Locate all lines in the data below that hold "Batu" and show them.

Collected data
***

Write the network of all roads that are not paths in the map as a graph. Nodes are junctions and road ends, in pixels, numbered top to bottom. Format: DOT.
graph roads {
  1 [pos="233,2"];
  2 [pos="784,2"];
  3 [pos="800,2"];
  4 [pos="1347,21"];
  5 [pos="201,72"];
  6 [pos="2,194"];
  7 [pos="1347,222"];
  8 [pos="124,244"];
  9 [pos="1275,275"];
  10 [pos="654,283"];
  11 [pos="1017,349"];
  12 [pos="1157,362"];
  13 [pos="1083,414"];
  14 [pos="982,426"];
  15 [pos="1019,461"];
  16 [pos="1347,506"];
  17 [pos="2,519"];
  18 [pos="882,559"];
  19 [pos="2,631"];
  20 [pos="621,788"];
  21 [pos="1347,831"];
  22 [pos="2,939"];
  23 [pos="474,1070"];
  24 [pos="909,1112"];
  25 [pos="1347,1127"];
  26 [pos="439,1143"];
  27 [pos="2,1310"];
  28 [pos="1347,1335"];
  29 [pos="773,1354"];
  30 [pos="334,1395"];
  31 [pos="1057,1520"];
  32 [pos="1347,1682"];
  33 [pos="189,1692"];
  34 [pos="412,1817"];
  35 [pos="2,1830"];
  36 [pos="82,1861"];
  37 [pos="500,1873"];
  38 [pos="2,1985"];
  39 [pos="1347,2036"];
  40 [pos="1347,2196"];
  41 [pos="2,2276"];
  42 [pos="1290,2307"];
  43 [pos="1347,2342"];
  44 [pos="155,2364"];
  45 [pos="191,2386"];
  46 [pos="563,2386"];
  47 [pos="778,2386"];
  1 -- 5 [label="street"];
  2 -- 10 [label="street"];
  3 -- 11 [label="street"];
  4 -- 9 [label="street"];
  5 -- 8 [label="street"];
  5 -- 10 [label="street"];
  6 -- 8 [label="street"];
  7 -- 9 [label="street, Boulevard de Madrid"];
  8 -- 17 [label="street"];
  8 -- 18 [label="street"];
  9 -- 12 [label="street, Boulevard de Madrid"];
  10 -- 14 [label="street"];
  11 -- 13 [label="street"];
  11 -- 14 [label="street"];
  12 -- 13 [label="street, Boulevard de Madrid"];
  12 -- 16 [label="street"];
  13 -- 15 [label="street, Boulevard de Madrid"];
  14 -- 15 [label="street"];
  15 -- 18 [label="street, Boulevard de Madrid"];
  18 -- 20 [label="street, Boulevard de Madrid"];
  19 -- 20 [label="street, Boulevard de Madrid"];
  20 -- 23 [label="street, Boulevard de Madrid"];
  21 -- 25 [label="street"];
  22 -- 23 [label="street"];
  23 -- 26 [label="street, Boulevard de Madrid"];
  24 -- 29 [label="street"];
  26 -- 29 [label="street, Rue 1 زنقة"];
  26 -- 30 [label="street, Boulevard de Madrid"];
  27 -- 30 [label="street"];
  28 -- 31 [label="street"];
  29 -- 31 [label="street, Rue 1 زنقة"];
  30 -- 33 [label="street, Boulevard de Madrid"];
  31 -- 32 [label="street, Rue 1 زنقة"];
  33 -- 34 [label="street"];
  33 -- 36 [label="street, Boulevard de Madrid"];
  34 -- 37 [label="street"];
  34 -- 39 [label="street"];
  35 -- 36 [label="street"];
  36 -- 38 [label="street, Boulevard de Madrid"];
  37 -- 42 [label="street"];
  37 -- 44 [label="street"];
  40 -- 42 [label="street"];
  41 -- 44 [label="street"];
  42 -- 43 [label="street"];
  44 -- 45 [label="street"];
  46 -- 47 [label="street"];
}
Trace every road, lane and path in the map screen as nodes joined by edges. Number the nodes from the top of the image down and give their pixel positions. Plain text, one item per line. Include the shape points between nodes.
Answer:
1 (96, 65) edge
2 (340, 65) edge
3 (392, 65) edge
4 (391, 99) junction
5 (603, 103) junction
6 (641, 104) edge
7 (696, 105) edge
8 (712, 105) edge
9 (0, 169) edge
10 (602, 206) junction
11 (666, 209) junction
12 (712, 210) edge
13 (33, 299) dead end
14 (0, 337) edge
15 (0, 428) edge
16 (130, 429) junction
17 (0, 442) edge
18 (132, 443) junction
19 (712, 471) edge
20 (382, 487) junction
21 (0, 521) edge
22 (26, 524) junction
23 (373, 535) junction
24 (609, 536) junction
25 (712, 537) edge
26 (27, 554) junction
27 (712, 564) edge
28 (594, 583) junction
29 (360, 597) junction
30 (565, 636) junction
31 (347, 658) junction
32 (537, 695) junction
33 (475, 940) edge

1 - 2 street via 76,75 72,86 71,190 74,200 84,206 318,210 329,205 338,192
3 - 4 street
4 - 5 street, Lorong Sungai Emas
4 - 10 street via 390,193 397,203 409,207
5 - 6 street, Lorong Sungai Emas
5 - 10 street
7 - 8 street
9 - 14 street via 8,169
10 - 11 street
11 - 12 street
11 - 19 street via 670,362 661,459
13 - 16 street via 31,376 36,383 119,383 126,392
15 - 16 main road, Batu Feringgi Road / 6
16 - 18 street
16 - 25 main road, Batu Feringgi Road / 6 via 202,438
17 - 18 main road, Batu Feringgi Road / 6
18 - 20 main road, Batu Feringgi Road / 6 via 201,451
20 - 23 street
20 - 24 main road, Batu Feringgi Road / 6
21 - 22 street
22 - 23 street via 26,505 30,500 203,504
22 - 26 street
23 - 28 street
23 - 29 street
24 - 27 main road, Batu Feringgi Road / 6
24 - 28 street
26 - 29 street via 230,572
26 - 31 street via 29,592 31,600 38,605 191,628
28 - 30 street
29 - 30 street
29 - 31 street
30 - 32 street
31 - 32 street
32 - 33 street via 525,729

***

WRITTEN RESPONSE
15 - 16 main road, Batu Feringgi Road / 6
16 - 25 main road, Batu Feringgi Road / 6 via 202,438
17 - 18 main road, Batu Feringgi Road / 6
18 - 20 main road, Batu Feringgi Road / 6 via 201,451
20 - 24 main road, Batu Feringgi Road / 6
24 - 27 main road, Batu Feringgi Road / 6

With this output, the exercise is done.